Não importa que, no Brasil, valha a legisla de um ambiente global em que as regras de compartilhamento e fronteiras – assim como legislações estatais – são compreendidas e interporetretadas de maneiras diferentes e o CC é exatamente a tentativa de adequar o compartilhamento em um ambiente transfronteiriço e fluido.

Não é a invenção de uma suposta ONG dos EUA e sim a solução encontrada por ativistas, hackers e especialistas para propiciar compartilhamento global dentro de regras comuns.

Um exemplo de insegurança?

Você dizer que seu site permite compartilhamento e etc não vale muita coisa, porque você pode mudar de idéia. Ou qualquer outra pessoa. Não há segurança jurídica pra você ou pra quem usar o conteúdo.

Você pode mudar de idéia sobre os artigos em um blog serem livres de um dia pro outro e processar quem usou, afinal, não há nenhuma licença que garanta nada.
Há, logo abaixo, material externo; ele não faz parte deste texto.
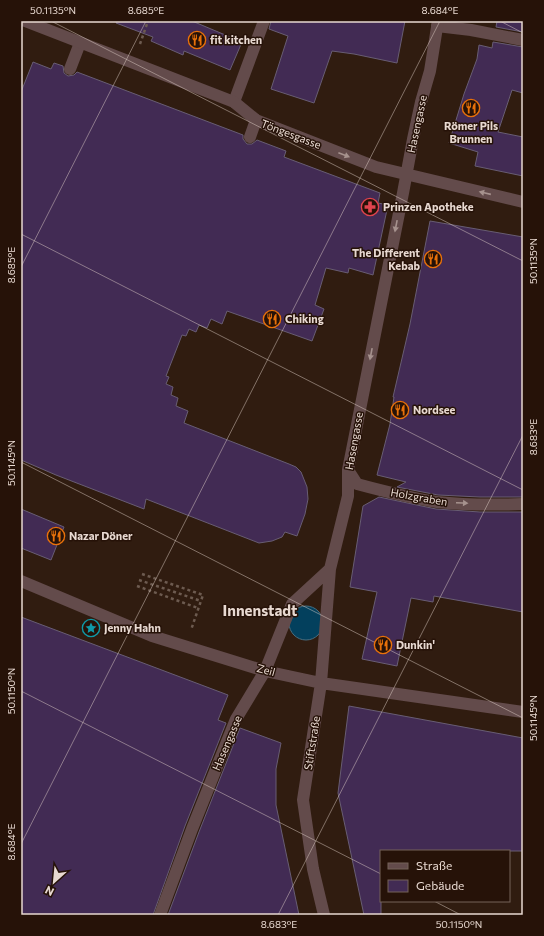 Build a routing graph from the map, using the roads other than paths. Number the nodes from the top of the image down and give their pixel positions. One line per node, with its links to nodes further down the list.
1 (25, 21): 5 (street, Töngesgasse)
2 (264, 21): 7 (street)
3 (438, 23): 4 (street); 10 (street, Hasengasse)
4 (523, 40)
5 (80, 43): 6 (street); 7 (street, Töngesgasse)
6 (70, 69)
7 (234, 102): 8 (street, Töngesgasse)
8 (256, 120): 9 (street); 10 (street, Töngesgasse, one-way to 10)
9 (250, 137)
10 (406, 174): 11 (street, Töngesgasse, one-way to 10); 12 (street, Hasengasse, one-way to 12)
11 (523, 202)
12 (348, 470): 13 (street, Holzgraben, one-way to 13); 14 (street, Hasengasse)
13 (523, 504)
14 (330, 569): 16 (street, Hasengasse); 17 (street, Stiftstraße)
15 (21, 581): 16 (street, Zeil)
16 (265, 671): 17 (street, Zeil); 19 (street, Hasengasse)
17 (320, 684): 18 (street, Zeil); 20 (street, Stiftstraße)
18 (523, 712)
19 (160, 915)
20 (324, 915) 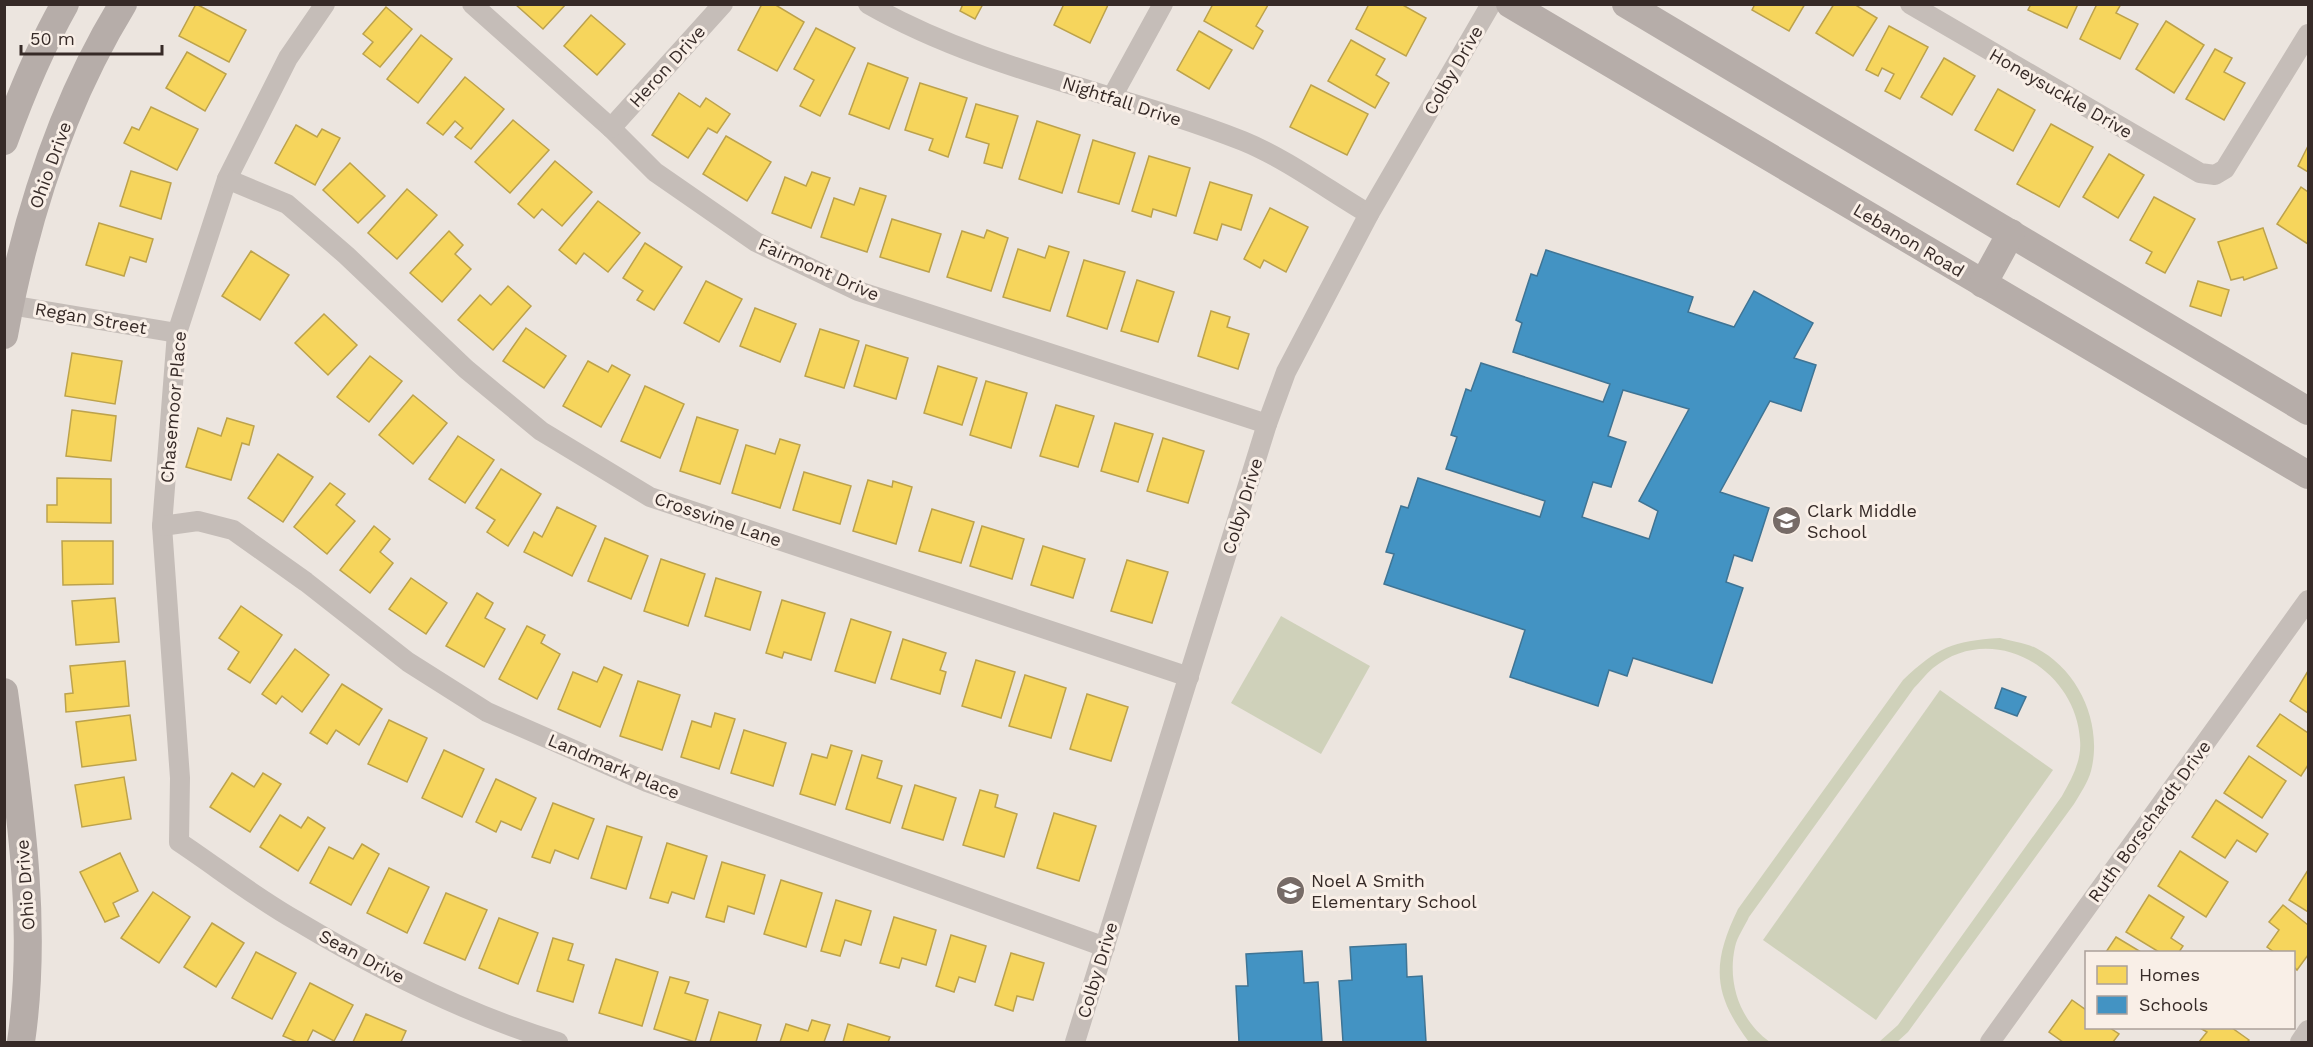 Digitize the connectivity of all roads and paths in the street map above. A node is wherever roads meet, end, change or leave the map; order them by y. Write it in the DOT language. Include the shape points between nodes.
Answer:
graph roads {
  1 [pos="65,4"];
  2 [pos="123,4"];
  3 [pos="325,4"];
  4 [pos="472,4"];
  5 [pos="723,4"];
  6 [pos="868,4"];
  7 [pos="1163,4"];
  8 [pos="1491,4"];
  9 [pos="1510,4"];
  10 [pos="1626,4"];
  11 [pos="1910,4"];
  12 [pos="2308,34"];
  13 [pos="1112,96"];
  14 [pos="611,128"];
  15 [pos="4,141"];
  16 [pos="227,179"];
  17 [pos="1369,214"];
  18 [pos="2011,233"];
  19 [pos="1983,284"];
  20 [pos="7,303"];
  21 [pos="177,333"];
  22 [pos="4,335"];
  23 [pos="2308,411"];
  24 [pos="1268,424"];
  25 [pos="2308,475"];
  26 [pos="162,526"];
  27 [pos="2308,600"];
  28 [pos="1189,677"];
  29 [pos="4,692"];
  30 [pos="179,842"];
  31 [pos="1105,947"];
  32 [pos="17,949"];
  33 [pos="2308,1030"];
  34 [pos="21,1042"];
  35 [pos="558,1042"];
  36 [pos="1075,1042"];
  37 [pos="1990,1042"];
  38 [pos="2300,1042"];
  1 -- 15 [label="main road" via="20,96"];
  2 -- 20 [label="main road, Ohio Drive" via="63,127 38,193"];
  3 -- 16 [label="street, Chasemoor Place" via="288,58"];
  4 -- 14 [label="street, Fairmont Drive"];
  5 -- 14 [label="street, Heron Drive"];
  6 -- 13 [label="street, Nightfall Drive" via="910,28 986,59"];
  7 -- 13 [label="street"];
  8 -- 17 [label="street, Colby Drive"];
  9 -- 19 [label="main road, Lebanon Road"];
  10 -- 18 [label="main road"];
  11 -- 12 [label="street, Honeysuckle Drive" via="2200,173 2215,175 2225,169"];
  13 -- 17 [label="street, Nightfall Drive" via="1251,145"];
  14 -- 24 [label="street, Fairmont Drive" via="655,172 756,242 858,291"];
  16 -- 21 [label="street, Chasemoor Place"];
  16 -- 28 [label="street, Crossvine Lane" via="287,204 466,369 541,431 650,497"];
  17 -- 24 [label="street, Colby Drive" via="1286,372"];
  18 -- 19 [label="main road"];
  18 -- 23 [label="main road"];
  19 -- 25 [label="main road, Lebanon Road"];
  20 -- 21 [label="street, Regan Street"];
  20 -- 22 [label="main road, Ohio Drive"];
  21 -- 26 [label="street, Chasemoor Place"];
  24 -- 28 [label="street, Colby Drive"];
  26 -- 30 [label="street, Chasemoor Place" via="180,778"];
  26 -- 31 [label="street, Landmark Place" via="198,521 233,530 408,662 487,712 647,782"];
  27 -- 37 [label="street, Ruth Borschardt Drive"];
  28 -- 31 [label="street, Colby Drive"];
  29 -- 32 [label="main road, Ohio Drive" via="25,861"];
  30 -- 35 [label="street, Sean Drive" via="296,921 418,985 517,1029"];
  31 -- 36 [label="street, Colby Drive"];
  32 -- 34 [label="main road, Ohio Drive"];
  33 -- 38 [label="street"];
} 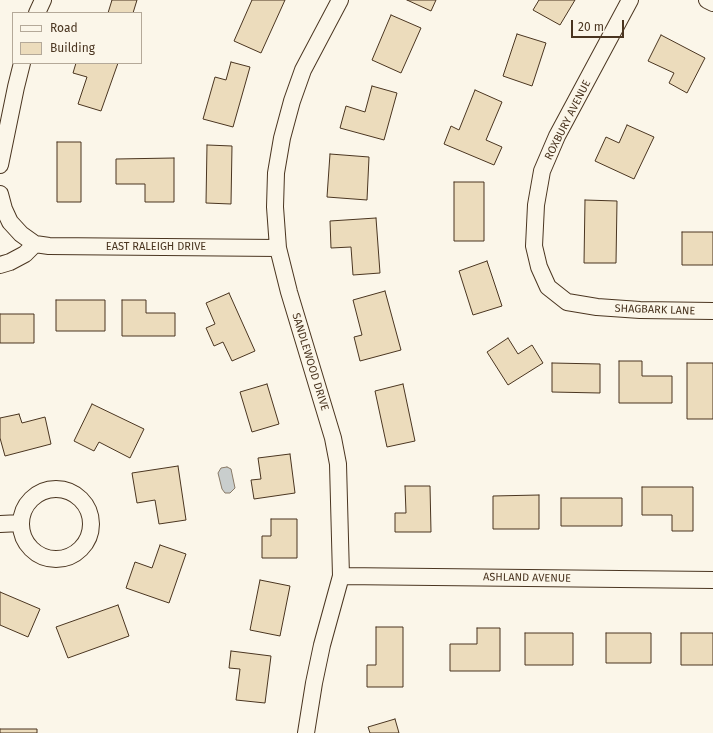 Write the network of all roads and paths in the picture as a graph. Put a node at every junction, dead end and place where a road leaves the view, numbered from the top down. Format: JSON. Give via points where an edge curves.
{"nodes":[{"id":1,"x":43,"y":0,"type":"edge"},
{"id":2,"x":340,"y":0,"type":"edge"},
{"id":3,"x":630,"y":0,"type":"edge"},
{"id":4,"x":707,"y":0,"type":"edge"},
{"id":5,"x":713,"y":4,"type":"edge"},
{"id":6,"x":37,"y":12,"type":"edge"},
{"id":7,"x":22,"y":64,"type":"edge"},
{"id":8,"x":0,"y":165,"type":"edge"},
{"id":9,"x":0,"y":195,"type":"edge"},
{"id":10,"x":35,"y":244,"type":"junction"},
{"id":11,"x":278,"y":248,"type":"junction"},
{"id":12,"x":0,"y":265,"type":"edge"},
{"id":13,"x":597,"y":307,"type":"joint"},
{"id":14,"x":713,"y":311,"type":"edge"},
{"id":15,"x":21,"y":523,"type":"junction"},
{"id":16,"x":0,"y":524,"type":"edge"},
{"id":17,"x":342,"y":576,"type":"junction"},
{"id":18,"x":713,"y":580,"type":"edge"},
{"id":19,"x":306,"y":733,"type":"edge"}],
"edges":[{"from":1,"to":6,"type":"street"},
{"from":2,"to":11,"type":"street","name":"SANDLEWOOD DRIVE","via":[[303,70],[282,138],[276,172]]},
{"from":3,"to":13,"type":"street","name":"ROXBURY AVENUE","via":[[557,136],[542,171],[536,205],[534,246],[548,287],[567,302]]},
{"from":4,"to":5,"type":"street"},
{"from":7,"to":8,"type":"street"},
{"from":9,"to":10,"type":"street","via":[[10,222]]},
{"from":10,"to":11,"type":"street","name":"EAST RALEIGH DRIVE"},
{"from":10,"to":12,"type":"street","via":[[25,254]]},
{"from":11,"to":17,"type":"street","name":"SANDLEWOOD DRIVE","via":[[333,438],[338,464]]},
{"from":13,"to":14,"type":"street","name":"SHAGBARK LANE"},
{"from":15,"to":15,"type":"street","via":[[25,541],[30,548],[46,558],[55,559],[64,558],[80,550],[86,542],[91,525],[90,516],[81,500],[66,490],[57,489],[39,493],[32,499],[22,514]]},
{"from":15,"to":16,"type":"street"},
{"from":17,"to":18,"type":"street","name":"ASHLAND AVENUE"},
{"from":17,"to":19,"type":"street","name":"SANDLEWOOD DRIVE","via":[[319,660]]}]}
O CC não perde a validade. Aquilo que foi compartilhado com CC continuará a estar regido sob a licença, mesmo que você mude de idéia sobre novos artigos (ou filmes, músicas e etc).

Por outro lado, um alemão que quiser usar um texto seu e não citar a fonte não sofrerá nada, porque a legislação brasileira não o atinge, mas com o CC você tem base legal para processá-lo mesmo na Alemanha.

E, se você escreveu 500 textos com CC e resolveu retirar do site a permissão e escreveu 5 novos, os antigos continuam valendo dentro da lógica do CC, pois conteúdo uma vez compartilhado com a licença fica perpetuamente obrigado. Só os novos que não.